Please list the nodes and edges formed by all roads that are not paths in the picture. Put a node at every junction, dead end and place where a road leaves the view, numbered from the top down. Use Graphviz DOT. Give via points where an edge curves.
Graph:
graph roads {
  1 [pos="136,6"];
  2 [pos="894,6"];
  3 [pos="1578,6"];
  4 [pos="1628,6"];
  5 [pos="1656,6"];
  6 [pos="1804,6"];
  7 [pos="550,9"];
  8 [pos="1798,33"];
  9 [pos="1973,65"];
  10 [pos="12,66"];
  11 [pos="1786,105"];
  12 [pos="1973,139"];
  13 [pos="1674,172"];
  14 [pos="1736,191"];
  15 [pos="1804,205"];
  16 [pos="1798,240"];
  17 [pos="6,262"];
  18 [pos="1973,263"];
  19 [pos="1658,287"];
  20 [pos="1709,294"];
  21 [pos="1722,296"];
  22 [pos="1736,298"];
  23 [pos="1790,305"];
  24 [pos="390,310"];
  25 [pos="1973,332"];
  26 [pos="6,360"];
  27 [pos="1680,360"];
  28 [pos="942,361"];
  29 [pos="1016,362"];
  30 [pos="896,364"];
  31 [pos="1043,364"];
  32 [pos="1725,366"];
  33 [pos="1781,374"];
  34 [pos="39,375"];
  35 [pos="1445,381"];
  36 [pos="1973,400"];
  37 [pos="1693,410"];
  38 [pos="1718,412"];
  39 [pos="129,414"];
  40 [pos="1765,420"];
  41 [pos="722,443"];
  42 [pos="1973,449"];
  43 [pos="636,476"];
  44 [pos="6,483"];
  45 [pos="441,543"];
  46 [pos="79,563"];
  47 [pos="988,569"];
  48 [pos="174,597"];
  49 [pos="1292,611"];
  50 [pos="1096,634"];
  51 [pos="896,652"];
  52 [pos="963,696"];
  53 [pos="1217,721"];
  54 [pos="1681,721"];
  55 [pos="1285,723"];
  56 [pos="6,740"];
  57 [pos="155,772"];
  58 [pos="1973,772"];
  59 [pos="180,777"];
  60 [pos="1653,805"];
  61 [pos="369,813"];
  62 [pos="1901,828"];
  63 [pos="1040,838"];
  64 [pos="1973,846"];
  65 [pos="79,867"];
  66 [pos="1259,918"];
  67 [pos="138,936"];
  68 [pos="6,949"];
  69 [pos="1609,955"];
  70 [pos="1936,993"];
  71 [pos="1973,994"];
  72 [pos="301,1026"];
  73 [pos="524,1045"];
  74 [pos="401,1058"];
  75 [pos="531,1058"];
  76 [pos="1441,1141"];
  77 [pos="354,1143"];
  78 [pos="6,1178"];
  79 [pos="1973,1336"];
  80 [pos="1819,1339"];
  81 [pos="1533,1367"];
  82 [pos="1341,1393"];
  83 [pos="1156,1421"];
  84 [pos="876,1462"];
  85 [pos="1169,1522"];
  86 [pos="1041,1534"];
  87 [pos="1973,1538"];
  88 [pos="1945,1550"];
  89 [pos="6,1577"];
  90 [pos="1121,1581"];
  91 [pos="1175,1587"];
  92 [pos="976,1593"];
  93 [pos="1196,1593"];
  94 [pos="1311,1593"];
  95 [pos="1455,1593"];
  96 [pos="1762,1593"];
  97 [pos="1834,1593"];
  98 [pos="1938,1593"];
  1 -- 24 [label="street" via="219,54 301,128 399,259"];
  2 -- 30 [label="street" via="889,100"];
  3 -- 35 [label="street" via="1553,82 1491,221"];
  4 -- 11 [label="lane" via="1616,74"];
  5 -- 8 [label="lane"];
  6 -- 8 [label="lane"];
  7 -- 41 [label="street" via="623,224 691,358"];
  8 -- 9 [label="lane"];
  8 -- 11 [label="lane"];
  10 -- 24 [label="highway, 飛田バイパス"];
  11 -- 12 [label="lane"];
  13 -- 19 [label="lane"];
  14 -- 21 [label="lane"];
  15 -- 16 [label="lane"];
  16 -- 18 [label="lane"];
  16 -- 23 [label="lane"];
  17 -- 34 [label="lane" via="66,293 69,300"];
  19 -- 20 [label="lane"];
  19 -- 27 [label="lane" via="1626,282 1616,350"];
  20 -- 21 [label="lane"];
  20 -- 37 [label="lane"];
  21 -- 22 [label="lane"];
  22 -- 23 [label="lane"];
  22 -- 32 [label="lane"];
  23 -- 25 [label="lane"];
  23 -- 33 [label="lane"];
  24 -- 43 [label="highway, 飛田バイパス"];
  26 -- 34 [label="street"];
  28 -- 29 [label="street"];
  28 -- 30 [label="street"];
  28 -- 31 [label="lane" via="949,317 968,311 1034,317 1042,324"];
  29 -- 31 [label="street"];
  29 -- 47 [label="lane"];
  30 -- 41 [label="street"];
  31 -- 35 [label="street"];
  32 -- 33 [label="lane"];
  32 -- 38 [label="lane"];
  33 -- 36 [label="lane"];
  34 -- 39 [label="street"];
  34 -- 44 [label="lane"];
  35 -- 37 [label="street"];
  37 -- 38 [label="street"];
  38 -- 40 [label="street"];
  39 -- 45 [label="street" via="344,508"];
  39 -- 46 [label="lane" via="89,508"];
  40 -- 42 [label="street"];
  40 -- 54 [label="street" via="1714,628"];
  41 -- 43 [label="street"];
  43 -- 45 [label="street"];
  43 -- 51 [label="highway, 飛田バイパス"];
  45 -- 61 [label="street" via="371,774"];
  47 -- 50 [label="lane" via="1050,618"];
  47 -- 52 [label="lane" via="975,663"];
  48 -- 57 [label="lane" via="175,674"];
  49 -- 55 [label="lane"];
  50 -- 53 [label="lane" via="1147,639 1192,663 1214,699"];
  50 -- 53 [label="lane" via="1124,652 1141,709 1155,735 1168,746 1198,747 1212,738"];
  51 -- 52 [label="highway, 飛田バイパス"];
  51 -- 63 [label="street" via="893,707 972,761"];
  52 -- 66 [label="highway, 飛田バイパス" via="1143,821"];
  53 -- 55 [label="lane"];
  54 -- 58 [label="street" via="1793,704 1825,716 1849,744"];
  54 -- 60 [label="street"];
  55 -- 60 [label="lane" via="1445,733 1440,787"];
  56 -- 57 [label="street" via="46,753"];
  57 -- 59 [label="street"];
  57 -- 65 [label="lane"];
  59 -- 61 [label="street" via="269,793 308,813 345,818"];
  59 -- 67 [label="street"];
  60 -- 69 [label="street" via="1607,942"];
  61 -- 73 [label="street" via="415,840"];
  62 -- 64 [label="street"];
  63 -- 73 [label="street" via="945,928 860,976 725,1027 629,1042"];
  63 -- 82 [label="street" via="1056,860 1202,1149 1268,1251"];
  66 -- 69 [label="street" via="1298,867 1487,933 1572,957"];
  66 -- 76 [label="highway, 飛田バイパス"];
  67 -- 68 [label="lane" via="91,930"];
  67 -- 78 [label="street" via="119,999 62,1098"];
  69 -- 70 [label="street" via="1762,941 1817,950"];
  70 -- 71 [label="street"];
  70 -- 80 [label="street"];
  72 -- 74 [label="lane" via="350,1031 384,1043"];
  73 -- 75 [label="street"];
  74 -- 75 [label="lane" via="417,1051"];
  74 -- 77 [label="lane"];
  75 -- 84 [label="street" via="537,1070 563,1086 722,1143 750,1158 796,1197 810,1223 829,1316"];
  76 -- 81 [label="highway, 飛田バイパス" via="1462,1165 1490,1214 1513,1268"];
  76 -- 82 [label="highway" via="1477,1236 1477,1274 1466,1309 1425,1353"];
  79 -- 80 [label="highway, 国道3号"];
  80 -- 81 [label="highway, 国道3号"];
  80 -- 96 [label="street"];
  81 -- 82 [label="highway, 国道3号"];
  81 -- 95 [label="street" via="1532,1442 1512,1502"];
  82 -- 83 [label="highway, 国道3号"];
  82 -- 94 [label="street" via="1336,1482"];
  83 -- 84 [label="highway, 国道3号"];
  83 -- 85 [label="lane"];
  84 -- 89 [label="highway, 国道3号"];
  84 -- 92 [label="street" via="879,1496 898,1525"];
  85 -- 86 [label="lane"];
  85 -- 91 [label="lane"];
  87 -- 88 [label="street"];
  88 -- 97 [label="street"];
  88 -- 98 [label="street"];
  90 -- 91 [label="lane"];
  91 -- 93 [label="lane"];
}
::::::::
## Work to complete
Show every line of the records above that contains the word "飛田バイパス".

## Task solution
  10 -- 24 [label="highway, 飛田バイパス"];
  24 -- 43 [label="highway, 飛田バイパス"];
  43 -- 51 [label="highway, 飛田バイパス"];
  51 -- 52 [label="highway, 飛田バイパス"];
  52 -- 66 [label="highway, 飛田バイパス" via="1143,821"];
  66 -- 76 [label="highway, 飛田バイパス"];
  76 -- 81 [label="highway, 飛田バイパス" via="1462,1165 1490,1214 1513,1268"];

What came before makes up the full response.